══ SOURCE INFORMATION
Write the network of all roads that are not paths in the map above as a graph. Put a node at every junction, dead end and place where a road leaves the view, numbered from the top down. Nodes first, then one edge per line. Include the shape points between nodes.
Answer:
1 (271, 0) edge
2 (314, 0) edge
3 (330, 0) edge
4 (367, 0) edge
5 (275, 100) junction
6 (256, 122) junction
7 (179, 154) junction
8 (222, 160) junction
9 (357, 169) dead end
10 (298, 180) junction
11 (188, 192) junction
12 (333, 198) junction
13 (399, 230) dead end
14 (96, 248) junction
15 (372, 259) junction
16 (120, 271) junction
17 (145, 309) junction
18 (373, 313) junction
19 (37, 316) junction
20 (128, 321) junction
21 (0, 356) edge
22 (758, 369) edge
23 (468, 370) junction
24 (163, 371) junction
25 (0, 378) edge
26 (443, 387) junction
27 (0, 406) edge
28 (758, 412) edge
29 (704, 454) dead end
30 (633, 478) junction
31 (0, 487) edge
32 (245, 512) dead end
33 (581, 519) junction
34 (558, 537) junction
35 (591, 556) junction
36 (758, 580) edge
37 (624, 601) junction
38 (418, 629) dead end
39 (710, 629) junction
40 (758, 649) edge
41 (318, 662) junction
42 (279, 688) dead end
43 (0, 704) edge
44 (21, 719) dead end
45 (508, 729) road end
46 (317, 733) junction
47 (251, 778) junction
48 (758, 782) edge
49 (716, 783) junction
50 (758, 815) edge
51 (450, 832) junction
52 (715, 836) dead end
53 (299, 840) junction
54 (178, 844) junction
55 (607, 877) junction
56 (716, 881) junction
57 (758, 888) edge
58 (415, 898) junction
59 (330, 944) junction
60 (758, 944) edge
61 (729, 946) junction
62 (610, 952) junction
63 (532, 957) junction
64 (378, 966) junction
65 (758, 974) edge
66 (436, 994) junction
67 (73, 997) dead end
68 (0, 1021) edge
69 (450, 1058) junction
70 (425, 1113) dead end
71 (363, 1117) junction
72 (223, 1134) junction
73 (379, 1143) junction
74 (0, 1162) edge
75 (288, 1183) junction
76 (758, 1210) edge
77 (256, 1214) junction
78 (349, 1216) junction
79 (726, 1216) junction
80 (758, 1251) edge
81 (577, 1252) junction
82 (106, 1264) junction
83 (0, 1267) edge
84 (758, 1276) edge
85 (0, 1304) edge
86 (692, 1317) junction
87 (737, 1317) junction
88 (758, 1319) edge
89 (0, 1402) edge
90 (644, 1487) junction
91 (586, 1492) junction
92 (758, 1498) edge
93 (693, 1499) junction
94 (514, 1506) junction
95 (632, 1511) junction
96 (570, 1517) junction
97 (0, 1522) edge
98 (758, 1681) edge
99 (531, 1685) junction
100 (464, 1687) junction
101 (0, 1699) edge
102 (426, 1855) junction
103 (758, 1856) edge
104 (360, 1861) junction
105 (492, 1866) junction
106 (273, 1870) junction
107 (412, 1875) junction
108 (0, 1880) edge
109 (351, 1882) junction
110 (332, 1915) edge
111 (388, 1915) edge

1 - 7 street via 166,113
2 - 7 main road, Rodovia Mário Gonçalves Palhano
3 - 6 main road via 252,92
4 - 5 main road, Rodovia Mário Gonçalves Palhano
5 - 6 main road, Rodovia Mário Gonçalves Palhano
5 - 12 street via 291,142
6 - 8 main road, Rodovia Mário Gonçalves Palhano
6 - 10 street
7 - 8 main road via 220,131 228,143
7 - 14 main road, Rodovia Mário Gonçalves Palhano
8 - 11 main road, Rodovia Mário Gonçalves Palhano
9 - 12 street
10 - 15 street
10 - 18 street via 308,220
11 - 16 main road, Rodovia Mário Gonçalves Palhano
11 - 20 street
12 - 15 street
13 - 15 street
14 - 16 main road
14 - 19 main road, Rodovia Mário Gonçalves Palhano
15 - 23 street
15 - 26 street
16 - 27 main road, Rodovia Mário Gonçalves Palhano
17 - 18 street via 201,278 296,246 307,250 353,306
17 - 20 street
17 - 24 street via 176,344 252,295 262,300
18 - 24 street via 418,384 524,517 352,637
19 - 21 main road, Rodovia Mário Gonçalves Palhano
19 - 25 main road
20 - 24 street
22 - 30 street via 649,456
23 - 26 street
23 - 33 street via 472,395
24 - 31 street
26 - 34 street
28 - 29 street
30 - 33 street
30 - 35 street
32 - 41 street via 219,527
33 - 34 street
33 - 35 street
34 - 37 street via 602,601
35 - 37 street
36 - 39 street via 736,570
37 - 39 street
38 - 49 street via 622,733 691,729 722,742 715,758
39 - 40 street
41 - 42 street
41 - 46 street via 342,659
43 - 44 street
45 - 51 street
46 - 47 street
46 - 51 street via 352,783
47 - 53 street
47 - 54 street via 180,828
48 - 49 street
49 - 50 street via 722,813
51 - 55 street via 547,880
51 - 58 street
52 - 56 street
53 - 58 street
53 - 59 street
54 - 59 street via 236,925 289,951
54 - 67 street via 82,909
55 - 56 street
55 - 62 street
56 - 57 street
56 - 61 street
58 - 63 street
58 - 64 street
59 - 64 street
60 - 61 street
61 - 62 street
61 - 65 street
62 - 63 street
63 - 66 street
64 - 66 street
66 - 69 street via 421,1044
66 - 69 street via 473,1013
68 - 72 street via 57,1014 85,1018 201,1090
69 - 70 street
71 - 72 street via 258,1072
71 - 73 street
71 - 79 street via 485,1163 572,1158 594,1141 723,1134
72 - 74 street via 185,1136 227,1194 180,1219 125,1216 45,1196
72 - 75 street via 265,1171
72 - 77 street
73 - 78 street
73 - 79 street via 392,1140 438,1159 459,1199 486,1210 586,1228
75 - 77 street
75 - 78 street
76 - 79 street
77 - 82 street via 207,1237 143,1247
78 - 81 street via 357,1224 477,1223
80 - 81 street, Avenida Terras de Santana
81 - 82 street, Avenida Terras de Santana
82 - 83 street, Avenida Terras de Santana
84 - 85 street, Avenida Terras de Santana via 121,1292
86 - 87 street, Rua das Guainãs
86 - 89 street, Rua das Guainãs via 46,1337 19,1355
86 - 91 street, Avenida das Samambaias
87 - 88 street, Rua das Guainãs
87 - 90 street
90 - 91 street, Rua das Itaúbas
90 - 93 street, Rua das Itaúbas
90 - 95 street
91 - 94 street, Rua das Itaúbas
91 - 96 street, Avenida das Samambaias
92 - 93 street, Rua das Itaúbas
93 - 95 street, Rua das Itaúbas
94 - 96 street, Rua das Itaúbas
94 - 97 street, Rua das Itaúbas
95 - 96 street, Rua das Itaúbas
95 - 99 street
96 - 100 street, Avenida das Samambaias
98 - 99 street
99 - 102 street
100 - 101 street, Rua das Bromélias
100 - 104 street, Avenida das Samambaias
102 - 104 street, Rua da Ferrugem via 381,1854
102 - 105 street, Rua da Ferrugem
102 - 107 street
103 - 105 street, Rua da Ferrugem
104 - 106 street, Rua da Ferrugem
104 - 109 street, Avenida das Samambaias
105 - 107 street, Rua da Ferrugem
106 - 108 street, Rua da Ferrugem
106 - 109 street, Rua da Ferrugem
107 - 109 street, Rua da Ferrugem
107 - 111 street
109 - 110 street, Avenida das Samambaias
════
[EXERCISE PROMPT] Go through the data and copy each line exactly as it was written.

[RESULT BELOW]
Write the network of all roads that are not paths in the map above as a graph. Put a node at every junction, dead end and place where a road leaves the view, numbered from the top down. Nodes first, then one edge per line. Include the shape points between nodes.
Answer:
1 (271, 0) edge
2 (314, 0) edge
3 (330, 0) edge
4 (367, 0) edge
5 (275, 100) junction
6 (256, 122) junction
7 (179, 154) junction
8 (222, 160) junction
9 (357, 169) dead end
10 (298, 180) junction
11 (188, 192) junction
12 (333, 198) junction
13 (399, 230) dead end
14 (96, 248) junction
15 (372, 259) junction
16 (120, 271) junction
17 (145, 309) junction
18 (373, 313) junction
19 (37, 316) junction
20 (128, 321) junction
21 (0, 356) edge
22 (758, 369) edge
23 (468, 370) junction
24 (163, 371) junction
25 (0, 378) edge
26 (443, 387) junction
27 (0, 406) edge
28 (758, 412) edge
29 (704, 454) dead end
30 (633, 478) junction
31 (0, 487) edge
32 (245, 512) dead end
33 (581, 519) junction
34 (558, 537) junction
35 (591, 556) junction
36 (758, 580) edge
37 (624, 601) junction
38 (418, 629) dead end
39 (710, 629) junction
40 (758, 649) edge
41 (318, 662) junction
42 (279, 688) dead end
43 (0, 704) edge
44 (21, 719) dead end
45 (508, 729) road end
46 (317, 733) junction
47 (251, 778) junction
48 (758, 782) edge
49 (716, 783) junction
50 (758, 815) edge
51 (450, 832) junction
52 (715, 836) dead end
53 (299, 840) junction
54 (178, 844) junction
55 (607, 877) junction
56 (716, 881) junction
57 (758, 888) edge
58 (415, 898) junction
59 (330, 944) junction
60 (758, 944) edge
61 (729, 946) junction
62 (610, 952) junction
63 (532, 957) junction
64 (378, 966) junction
65 (758, 974) edge
66 (436, 994) junction
67 (73, 997) dead end
68 (0, 1021) edge
69 (450, 1058) junction
70 (425, 1113) dead end
71 (363, 1117) junction
72 (223, 1134) junction
73 (379, 1143) junction
74 (0, 1162) edge
75 (288, 1183) junction
76 (758, 1210) edge
77 (256, 1214) junction
78 (349, 1216) junction
79 (726, 1216) junction
80 (758, 1251) edge
81 (577, 1252) junction
82 (106, 1264) junction
83 (0, 1267) edge
84 (758, 1276) edge
85 (0, 1304) edge
86 (692, 1317) junction
87 (737, 1317) junction
88 (758, 1319) edge
89 (0, 1402) edge
90 (644, 1487) junction
91 (586, 1492) junction
92 (758, 1498) edge
93 (693, 1499) junction
94 (514, 1506) junction
95 (632, 1511) junction
96 (570, 1517) junction
97 (0, 1522) edge
98 (758, 1681) edge
99 (531, 1685) junction
100 (464, 1687) junction
101 (0, 1699) edge
102 (426, 1855) junction
103 (758, 1856) edge
104 (360, 1861) junction
105 (492, 1866) junction
106 (273, 1870) junction
107 (412, 1875) junction
108 (0, 1880) edge
109 (351, 1882) junction
110 (332, 1915) edge
111 (388, 1915) edge

1 - 7 street via 166,113
2 - 7 main road, Rodovia Mário Gonçalves Palhano
3 - 6 main road via 252,92
4 - 5 main road, Rodovia Mário Gonçalves Palhano
5 - 6 main road, Rodovia Mário Gonçalves Palhano
5 - 12 street via 291,142
6 - 8 main road, Rodovia Mário Gonçalves Palhano
6 - 10 street
7 - 8 main road via 220,131 228,143
7 - 14 main road, Rodovia Mário Gonçalves Palhano
8 - 11 main road, Rodovia Mário Gonçalves Palhano
9 - 12 street
10 - 15 street
10 - 18 street via 308,220
11 - 16 main road, Rodovia Mário Gonçalves Palhano
11 - 20 street
12 - 15 street
13 - 15 street
14 - 16 main road
14 - 19 main road, Rodovia Mário Gonçalves Palhano
15 - 23 street
15 - 26 street
16 - 27 main road, Rodovia Mário Gonçalves Palhano
17 - 18 street via 201,278 296,246 307,250 353,306
17 - 20 street
17 - 24 street via 176,344 252,295 262,300
18 - 24 street via 418,384 524,517 352,637
19 - 21 main road, Rodovia Mário Gonçalves Palhano
19 - 25 main road
20 - 24 street
22 - 30 street via 649,456
23 - 26 street
23 - 33 street via 472,395
24 - 31 street
26 - 34 street
28 - 29 street
30 - 33 street
30 - 35 street
32 - 41 street via 219,527
33 - 34 street
33 - 35 street
34 - 37 street via 602,601
35 - 37 street
36 - 39 street via 736,570
37 - 39 street
38 - 49 street via 622,733 691,729 722,742 715,758
39 - 40 street
41 - 42 street
41 - 46 street via 342,659
43 - 44 street
45 - 51 street
46 - 47 street
46 - 51 street via 352,783
47 - 53 street
47 - 54 street via 180,828
48 - 49 street
49 - 50 street via 722,813
51 - 55 street via 547,880
51 - 58 street
52 - 56 street
53 - 58 street
53 - 59 street
54 - 59 street via 236,925 289,951
54 - 67 street via 82,909
55 - 56 street
55 - 62 street
56 - 57 street
56 - 61 street
58 - 63 street
58 - 64 street
59 - 64 street
60 - 61 street
61 - 62 street
61 - 65 street
62 - 63 street
63 - 66 street
64 - 66 street
66 - 69 street via 421,1044
66 - 69 street via 473,1013
68 - 72 street via 57,1014 85,1018 201,1090
69 - 70 street
71 - 72 street via 258,1072
71 - 73 street
71 - 79 street via 485,1163 572,1158 594,1141 723,1134
72 - 74 street via 185,1136 227,1194 180,1219 125,1216 45,1196
72 - 75 street via 265,1171
72 - 77 street
73 - 78 street
73 - 79 street via 392,1140 438,1159 459,1199 486,1210 586,1228
75 - 77 street
75 - 78 street
76 - 79 street
77 - 82 street via 207,1237 143,1247
78 - 81 street via 357,1224 477,1223
80 - 81 street, Avenida Terras de Santana
81 - 82 street, Avenida Terras de Santana
82 - 83 street, Avenida Terras de Santana
84 - 85 street, Avenida Terras de Santana via 121,1292
86 - 87 street, Rua das Guainãs
86 - 89 street, Rua das Guainãs via 46,1337 19,1355
86 - 91 street, Avenida das Samambaias
87 - 88 street, Rua das Guainãs
87 - 90 street
90 - 91 street, Rua das Itaúbas
90 - 93 street, Rua das Itaúbas
90 - 95 street
91 - 94 street, Rua das Itaúbas
91 - 96 street, Avenida das Samambaias
92 - 93 street, Rua das Itaúbas
93 - 95 street, Rua das Itaúbas
94 - 96 street, Rua das Itaúbas
94 - 97 street, Rua das Itaúbas
95 - 96 street, Rua das Itaúbas
95 - 99 street
96 - 100 street, Avenida das Samambaias
98 - 99 street
99 - 102 street
100 - 101 street, Rua das Bromélias
100 - 104 street, Avenida das Samambaias
102 - 104 street, Rua da Ferrugem via 381,1854
102 - 105 street, Rua da Ferrugem
102 - 107 street
103 - 105 street, Rua da Ferrugem
104 - 106 street, Rua da Ferrugem
104 - 109 street, Avenida das Samambaias
105 - 107 street, Rua da Ferrugem
106 - 108 street, Rua da Ferrugem
106 - 109 street, Rua da Ferrugem
107 - 109 street, Rua da Ferrugem
107 - 111 street
109 - 110 street, Avenida das Samambaias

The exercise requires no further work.